No, it is hate! black, lasting, deadly hate!
Which thus hath driven me forth from kindred peace,
From social pleasure, from my native home,
To be a sullen wand’rer on the earth,
Avoiding all men, cursing and accursed.
          Jane. De Monfort, this is fiend-like, frightful, terrible!
What being, by th’ Almighty Father form’d,
Of flesh and blood, created even as thou,
Could in thy breast such horrid tempest [m]ake,
Who art thyself his fellow?
Unknit thy brows, and spread those wrath-clench’d hands?
Some sprite accurst within thy bosom mates
To work thy ruin. Strive with it, my brother!
Strive bravely with it; drive it from thy breast:
’Tis the degrader of a noble heart:
Curse it, and bid it part.
          De Mon. It will not part. (His hand on his breast.) I’ve lodged it here too long:
With my first cares I felt its rankling touch;
I loathed him when a boy.
          Jane. Who did’st thou say?
          De Mon.                    Oh! that detested Rezenvelt;
E’en in our early sports, like two young whelps
Of hostile breed, instinctively reverse.
Each ‘gainst the other pitch’d his ready pledge,
And frown’d defiance. As we onward pass’d
From youth to man’s estate, his narrow art.
And envious gibing malice, poorly veil’d
In the affected carelessness of mirth,
Still more detestable and odious grew.
There is no living being on this earth
Who can conceive the malice of his soul,
With all his gay and damned merriment,
To those, by fortune or by merit placed
Above his paltry self. When, low in fortune,
He look’d upon the state of prosp’rous men,
As nightly birds, roused from their murky holes,
Do scowl and chatter at the light of day,
I could endure it; even as we bear
Th’ impotent bite of some half-trodden worm,
I could endure it. But when honours came,
And wealth and new-got titles fed his pride;
Whilst flatt’ring knaves did trumpet forth his praise,
And grov’ling idiots grinn’d applauses on him;
Oh! then I could no longer suffer it!
It drove me frantick.– What! what would I give!
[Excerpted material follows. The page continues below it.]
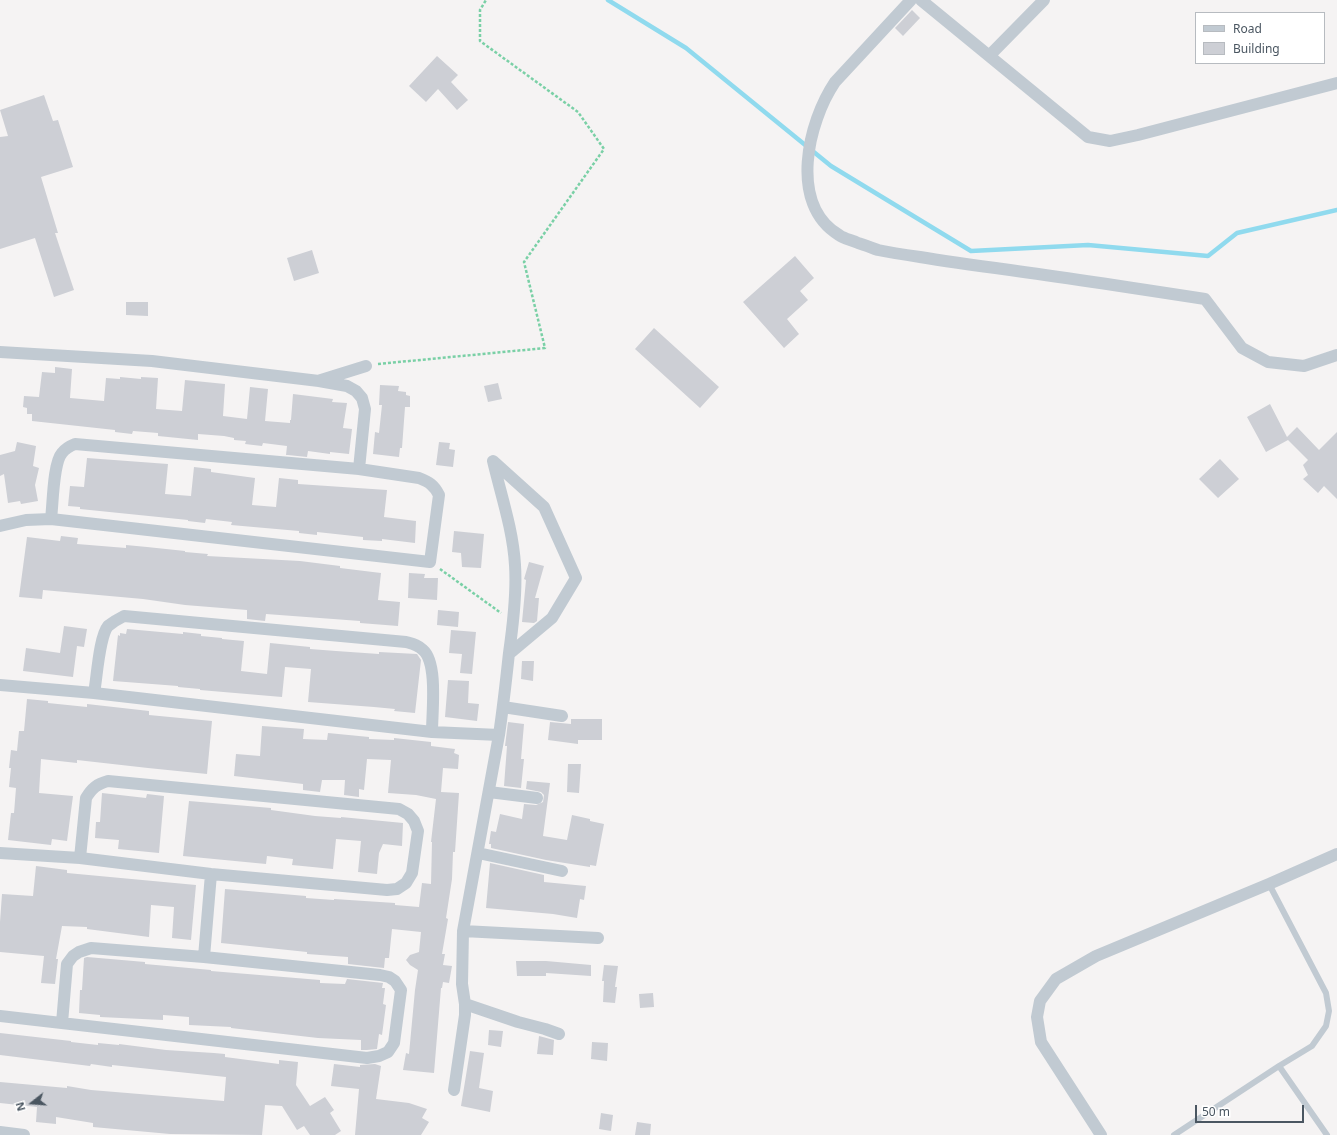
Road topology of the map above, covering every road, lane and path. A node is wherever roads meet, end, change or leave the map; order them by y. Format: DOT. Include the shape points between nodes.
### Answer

What would I give to crush the bloated toad,
So rankly do I loathe him!
          Jane. And would thy hatred crush the very man
Who gave to thee that life he might have ta’en?
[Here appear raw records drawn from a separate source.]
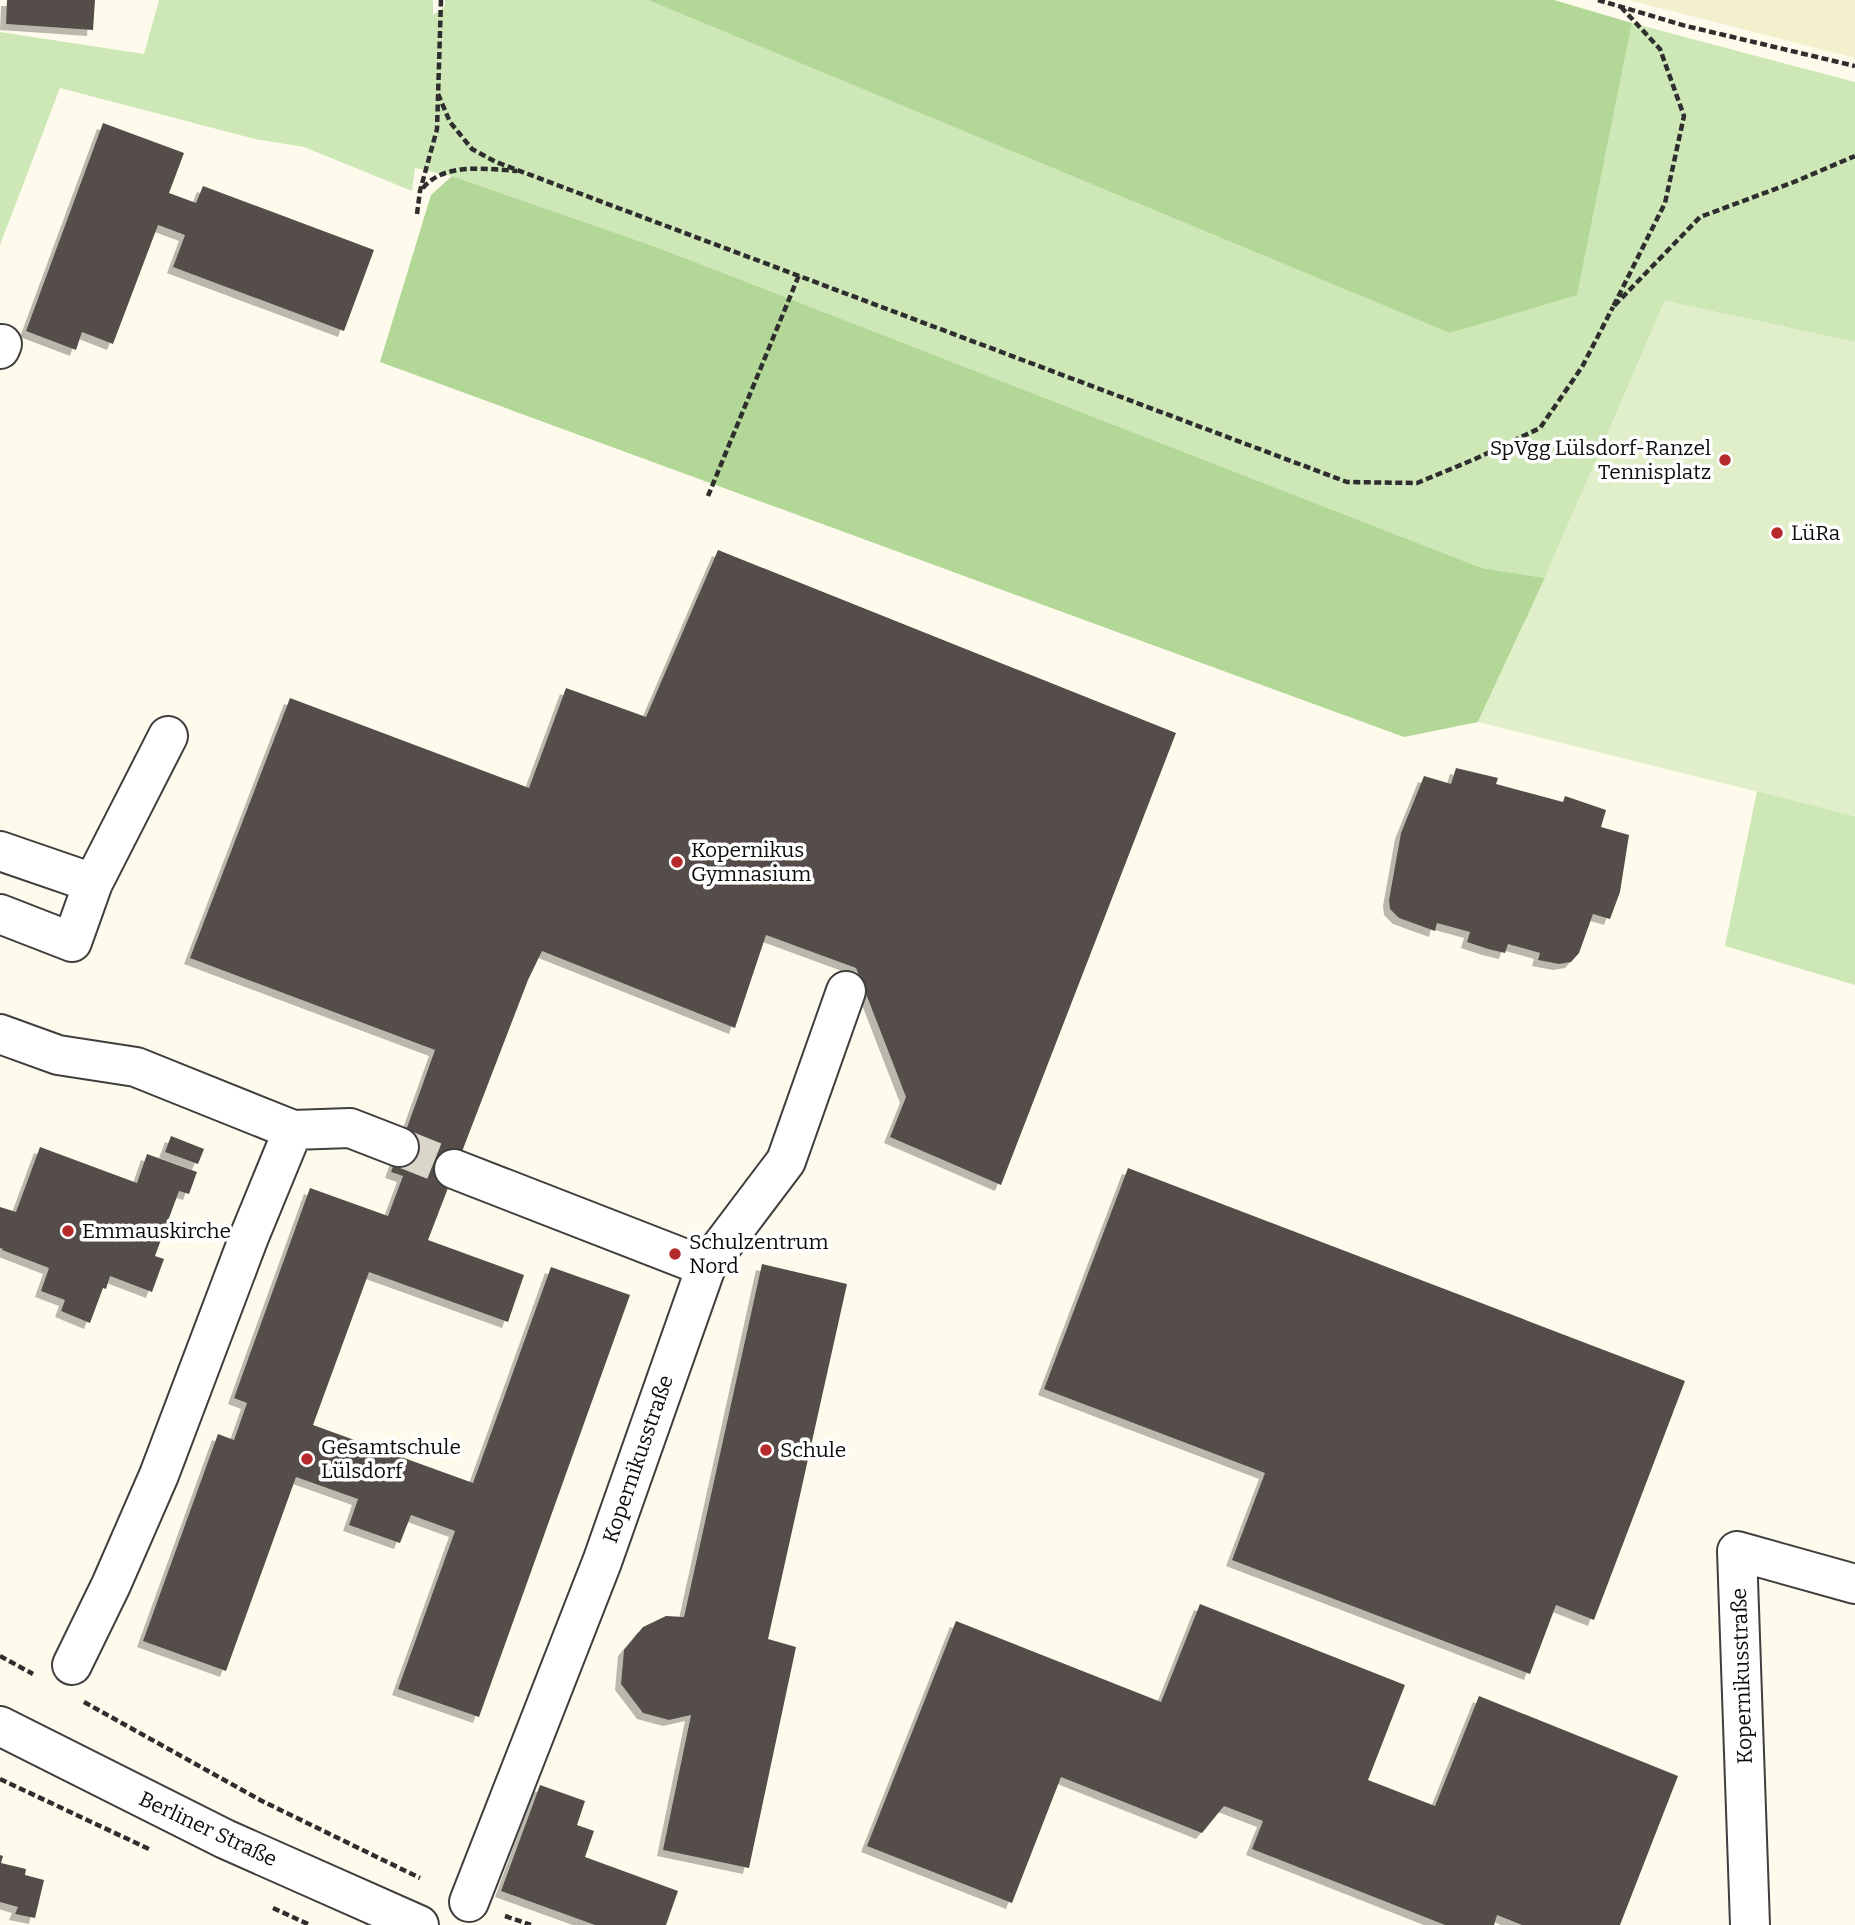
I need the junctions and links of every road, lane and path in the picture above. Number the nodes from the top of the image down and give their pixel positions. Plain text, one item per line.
1 (441, 0) edge
2 (1598, 0) edge
3 (1621, 7) junction
4 (1855, 66) edge
5 (438, 94) junction
6 (1855, 156) edge
7 (523, 172) junction
8 (420, 191) junction
9 (417, 214) dead end
10 (799, 275) junction
11 (1613, 307) junction
12 (708, 496) dead end
13 (168, 736) dead end
14 (0, 851) edge
15 (93, 883) junction
16 (0, 914) edge
17 (846, 991) dead end
18 (0, 1034) edge
19 (293, 1130) junction
20 (399, 1147) tunnel mouth
21 (454, 1169) tunnel mouth
22 (706, 1267) junction
23 (1855, 1584) edge
24 (0, 1656) edge
25 (60, 1679) junction
26 (0, 1726) edge
27 (469, 1902) junction
28 (419, 1925) edge
29 (530, 1925) edge
30 (1750, 1925) edge

1 - 5 path
2 - 3 path
3 - 4 path
3 - 11 path
5 - 7 path
5 - 8 path
6 - 11 path
7 - 8 path
7 - 10 path
8 - 9 path
10 - 11 path
10 - 12 path
13 - 15 street
14 - 15 street
15 - 16 street
17 - 22 street, Kopernikusstraße
18 - 19 street
19 - 20 street
19 - 25 street
21 - 22 street
22 - 27 street, Kopernikusstraße
23 - 30 street, Kopernikusstraße
24 - 25 path
25 - 27 path
26 - 28 street, Berliner Straße
27 - 29 path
That life which thou so rashly did’st expose
To aim at his! Oh! this is horrible!
          De Mon. Ha! thou hast heard it, then? From all the world,
But most of all from thee, I thought it hid.
          Jane. I heard a secret whisper, and resolved
Upon the instant to return to thee.
Did’st thou receive my letter?
          De Mon. I did! I did! ’twas that which drove me hither.
I could not bear to meet thine eye again.
          Jane. Alas! that, tempted by a sister’s tears,
I ever left thy house! these few past months,
These absent months, have brought us all this woe.
Had I remain’d with thee it had not been.
And yet, methinks, it should not move you thus.
You dared him to the field; both bravely fought;
He more adroit disarm’d you; courteously
Return’d the forfeit sword, which, so return’d,
You did refuse to use against him more;
And then, as says report, you parted friends.
          De Mon. When he disarm’d this cursed, this worthless hand
Of its most worthless weapon, he but spared
From dev’lish pride, which now derived a bliss
In seeing me thus fettr’d, shamed, subjected
With the vile favour of his poor forbearance;
Whilst he securely sits with gibing brow,
And basely bates me like a muzzled cur
Who cannot turn again. –
Until that day, till that accursed day,
I knew not half the torment of this hell,
Which burns within my breast. Heaven’s lightnings blast him!
          Jane. O this is horrible! Forbear, forbear!
Lest heaven’s vengeance light upon thy head,
For this most impious wish.
          De Mon.                    Then let it light.
Torments more fell that I have felt already
It cannot send. To be annihilated,
What all men shrink from; to be dust, be nothing,
Were bliss to me, compared to what I am!
          Jane. Oh! would’st thou kill me with these dreadful words?
          De Mon. (raising his arms to heaven.) Let me but once upon his ruin look,
Then close mine eyes for ever!
          (JANE in great distress, staggers back, and supports herself upon the side scene. DE MON. alarm’d, runs up to her with a soften’d voice.)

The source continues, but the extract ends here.